RECORDS FOR THE EXERCISE
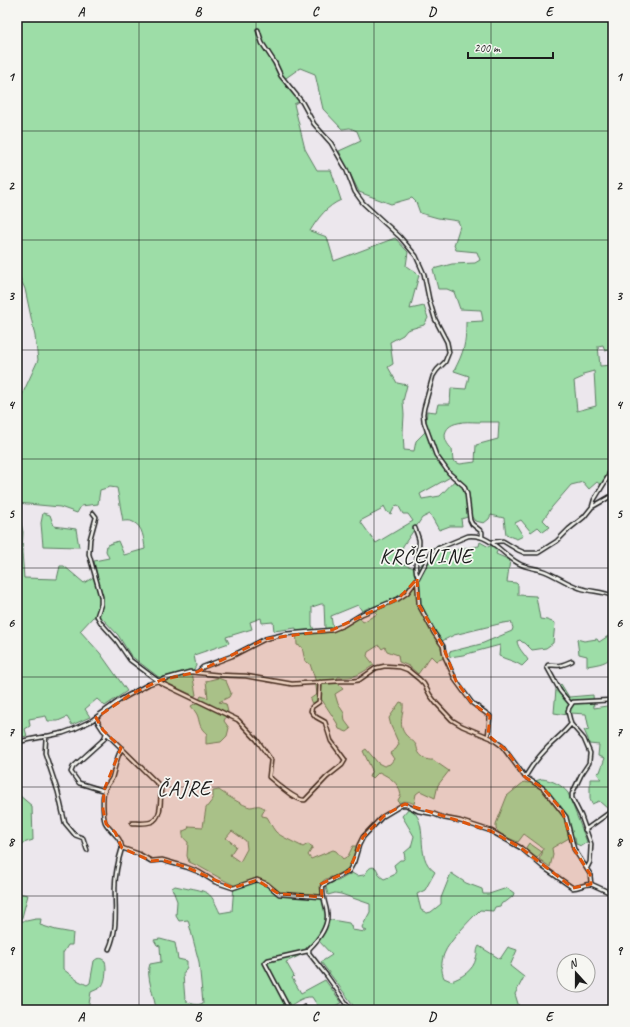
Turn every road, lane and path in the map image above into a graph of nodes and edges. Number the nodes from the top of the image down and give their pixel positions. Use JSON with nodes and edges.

---

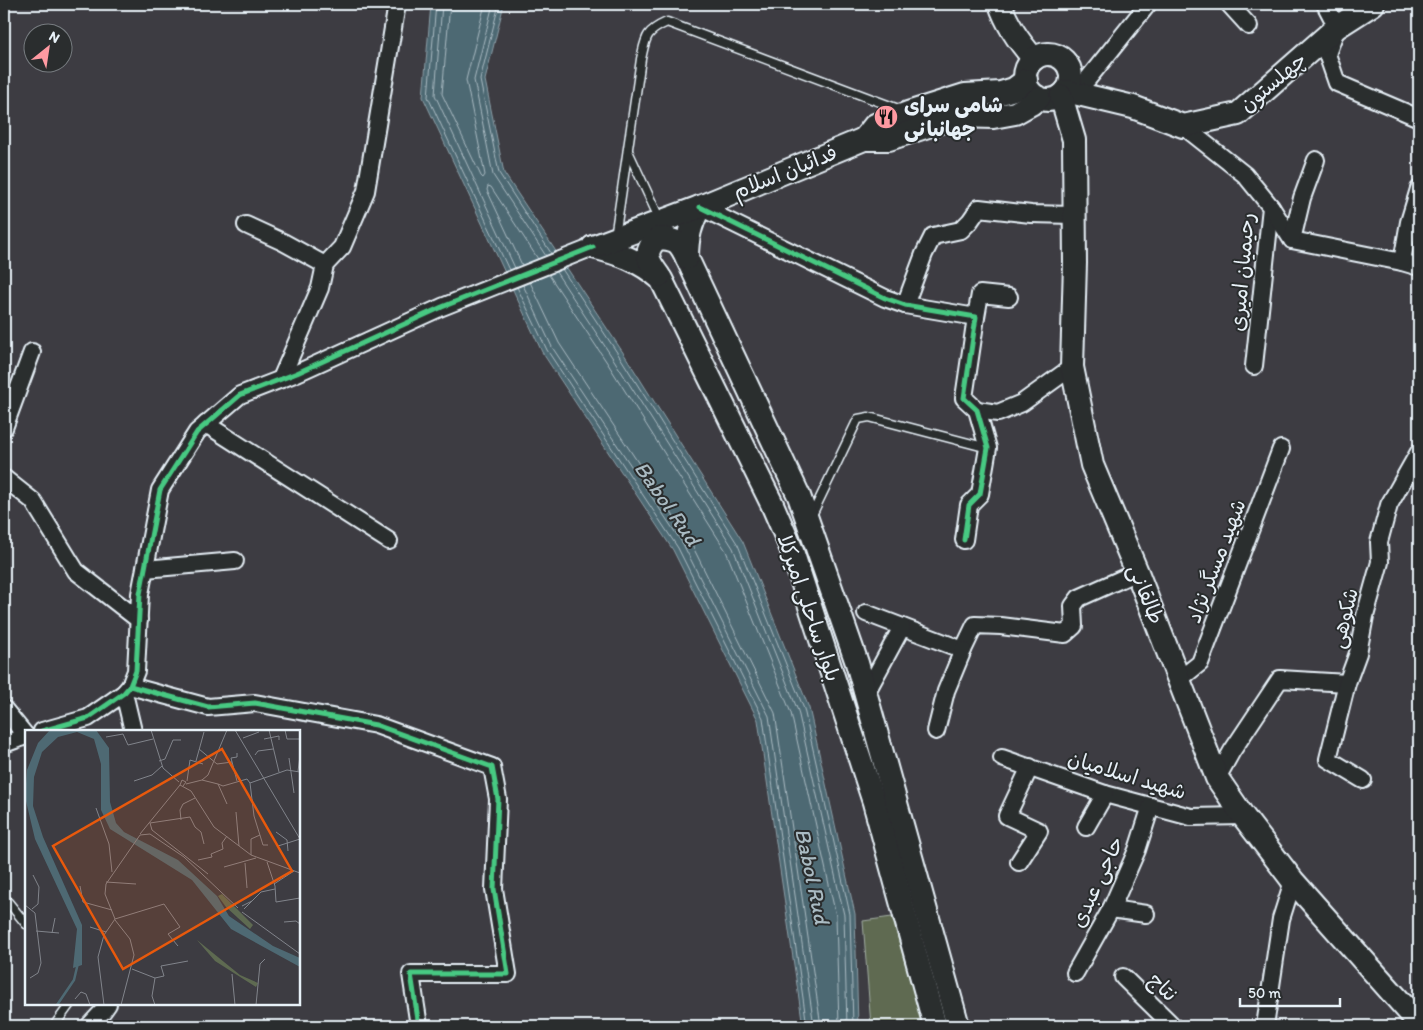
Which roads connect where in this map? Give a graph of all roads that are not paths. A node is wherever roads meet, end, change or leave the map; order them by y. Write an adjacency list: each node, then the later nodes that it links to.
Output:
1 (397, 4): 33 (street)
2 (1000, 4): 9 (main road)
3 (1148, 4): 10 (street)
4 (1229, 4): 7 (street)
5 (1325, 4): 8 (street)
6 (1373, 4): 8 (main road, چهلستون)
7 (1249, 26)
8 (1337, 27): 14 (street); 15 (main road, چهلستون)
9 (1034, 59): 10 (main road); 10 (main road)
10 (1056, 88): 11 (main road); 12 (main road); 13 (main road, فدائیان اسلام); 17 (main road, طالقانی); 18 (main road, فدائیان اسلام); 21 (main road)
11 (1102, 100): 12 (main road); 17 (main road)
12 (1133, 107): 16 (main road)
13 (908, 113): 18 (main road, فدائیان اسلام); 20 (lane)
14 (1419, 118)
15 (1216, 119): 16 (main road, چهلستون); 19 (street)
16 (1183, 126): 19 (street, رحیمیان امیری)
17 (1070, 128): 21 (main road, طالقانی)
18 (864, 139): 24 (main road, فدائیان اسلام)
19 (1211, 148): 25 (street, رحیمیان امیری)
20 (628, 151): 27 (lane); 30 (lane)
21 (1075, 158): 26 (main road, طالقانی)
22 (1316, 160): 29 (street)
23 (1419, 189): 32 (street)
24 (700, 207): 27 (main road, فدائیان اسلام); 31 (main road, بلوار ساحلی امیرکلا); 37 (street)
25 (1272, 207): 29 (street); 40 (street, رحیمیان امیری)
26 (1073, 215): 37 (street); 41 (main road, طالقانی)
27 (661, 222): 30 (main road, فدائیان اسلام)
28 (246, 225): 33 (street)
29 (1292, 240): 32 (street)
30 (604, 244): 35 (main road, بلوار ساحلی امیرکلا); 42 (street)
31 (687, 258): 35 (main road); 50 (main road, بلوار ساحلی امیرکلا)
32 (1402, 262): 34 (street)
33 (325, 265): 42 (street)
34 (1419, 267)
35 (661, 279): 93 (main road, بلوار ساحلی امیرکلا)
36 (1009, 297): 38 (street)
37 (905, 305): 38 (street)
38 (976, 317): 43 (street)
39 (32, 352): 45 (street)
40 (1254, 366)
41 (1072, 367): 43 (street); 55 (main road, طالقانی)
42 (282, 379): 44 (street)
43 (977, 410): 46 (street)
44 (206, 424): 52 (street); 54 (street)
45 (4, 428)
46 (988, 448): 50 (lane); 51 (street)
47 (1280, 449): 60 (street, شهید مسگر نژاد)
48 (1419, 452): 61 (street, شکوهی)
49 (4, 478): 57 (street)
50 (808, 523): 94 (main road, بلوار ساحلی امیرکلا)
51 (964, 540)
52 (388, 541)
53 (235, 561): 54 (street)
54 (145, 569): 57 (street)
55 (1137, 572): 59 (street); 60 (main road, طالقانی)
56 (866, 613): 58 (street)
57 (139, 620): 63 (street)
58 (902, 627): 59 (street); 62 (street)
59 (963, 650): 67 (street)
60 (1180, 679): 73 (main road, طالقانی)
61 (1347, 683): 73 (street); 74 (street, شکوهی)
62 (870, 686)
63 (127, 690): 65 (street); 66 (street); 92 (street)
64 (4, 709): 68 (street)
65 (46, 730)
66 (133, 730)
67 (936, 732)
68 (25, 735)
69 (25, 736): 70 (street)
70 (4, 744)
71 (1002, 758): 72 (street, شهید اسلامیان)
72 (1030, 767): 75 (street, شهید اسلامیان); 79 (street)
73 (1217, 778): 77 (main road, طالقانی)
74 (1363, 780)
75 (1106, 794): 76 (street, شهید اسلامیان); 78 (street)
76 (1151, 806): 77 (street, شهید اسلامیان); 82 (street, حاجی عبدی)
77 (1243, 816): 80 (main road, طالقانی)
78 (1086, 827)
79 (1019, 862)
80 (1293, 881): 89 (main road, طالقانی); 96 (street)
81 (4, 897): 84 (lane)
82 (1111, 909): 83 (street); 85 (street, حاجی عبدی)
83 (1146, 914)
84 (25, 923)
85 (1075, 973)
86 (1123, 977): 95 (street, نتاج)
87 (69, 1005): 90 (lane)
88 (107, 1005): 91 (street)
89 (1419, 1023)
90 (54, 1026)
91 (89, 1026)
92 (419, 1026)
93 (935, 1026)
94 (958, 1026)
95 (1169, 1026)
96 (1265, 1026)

WORK REQUEST
Copy each line of the data that includes the word "nodes".

TASK ANSWER
Turn every road, lane and path in the map image above into a graph of nodes and edges. Number the nodes from the top of the image down and give their pixel positions. Use JSON with nodes and edges.
Which roads connect where in this map? Give a graph of all roads that are not paths. A node is wherever roads meet, end, change or leave the map; order them by y. Write an adjacency list: each node, then the later nodes that it links to.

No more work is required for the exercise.